Stored data:
..........

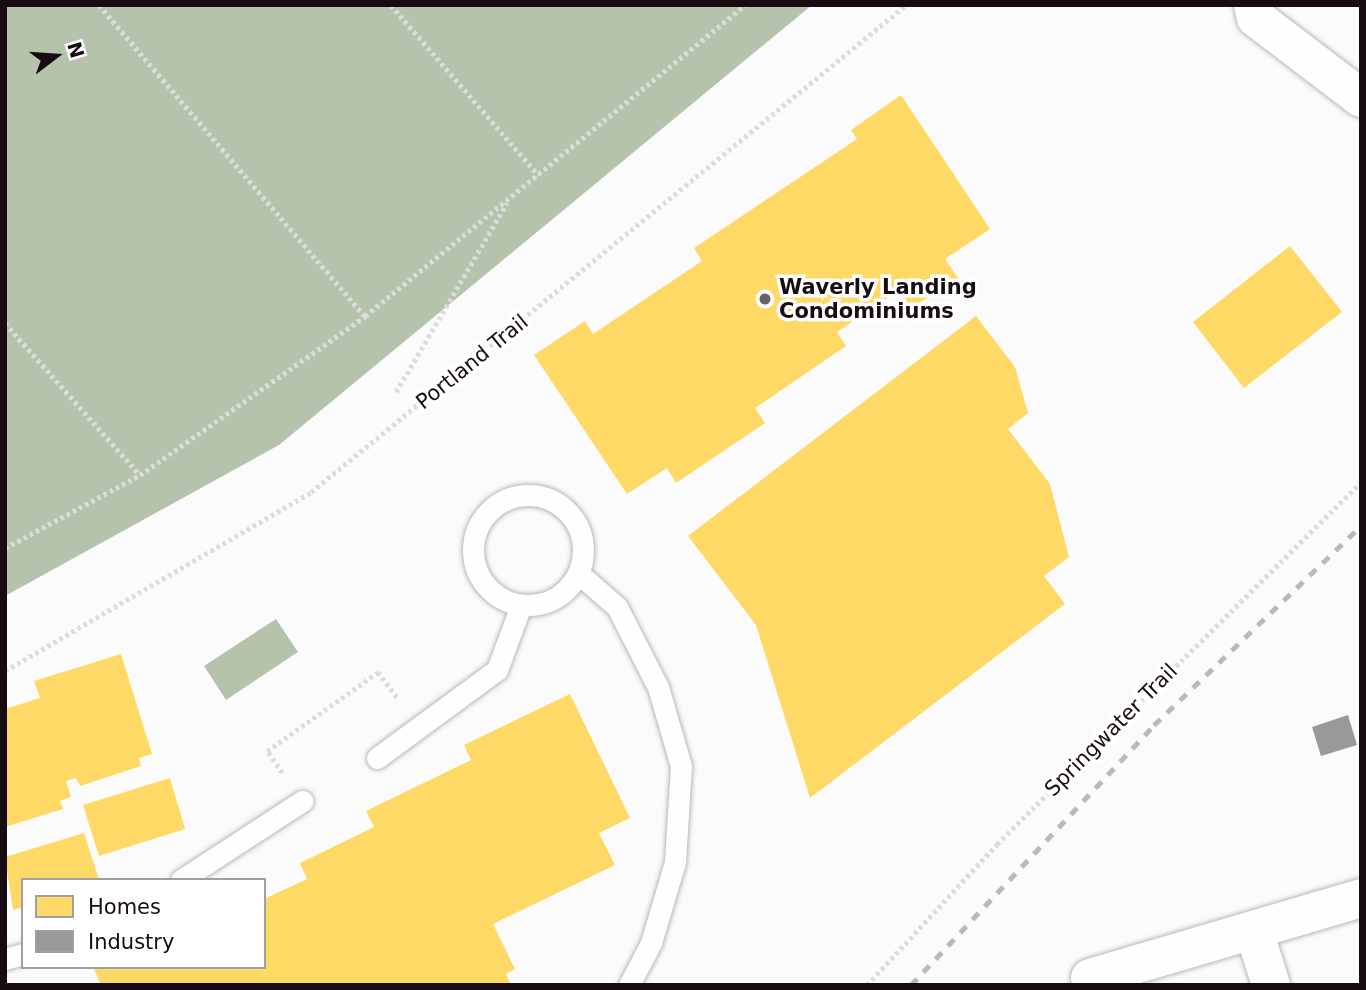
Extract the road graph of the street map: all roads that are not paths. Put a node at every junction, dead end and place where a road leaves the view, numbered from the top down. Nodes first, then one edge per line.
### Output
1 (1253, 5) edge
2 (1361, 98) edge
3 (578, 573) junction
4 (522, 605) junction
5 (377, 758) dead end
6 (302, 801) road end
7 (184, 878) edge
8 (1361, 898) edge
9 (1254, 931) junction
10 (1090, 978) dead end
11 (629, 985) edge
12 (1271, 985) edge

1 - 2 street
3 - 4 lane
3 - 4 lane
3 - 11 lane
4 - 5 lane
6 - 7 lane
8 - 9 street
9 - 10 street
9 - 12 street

..........

**What is needed:**
Pictures don't belong in the copy. Restate all the entries exactly.

**The answer:**
Extract the road graph of the street map: all roads that are not paths. Put a node at every junction, dead end and place where a road leaves the view, numbered from the top down. Nodes first, then one edge per line.
### Output
1 (1253, 5) edge
2 (1361, 98) edge
3 (578, 573) junction
4 (522, 605) junction
5 (377, 758) dead end
6 (302, 801) road end
7 (184, 878) edge
8 (1361, 898) edge
9 (1254, 931) junction
10 (1090, 978) dead end
11 (629, 985) edge
12 (1271, 985) edge

1 - 2 street
3 - 4 lane
3 - 4 lane
3 - 11 lane
4 - 5 lane
6 - 7 lane
8 - 9 street
9 - 10 street
9 - 12 street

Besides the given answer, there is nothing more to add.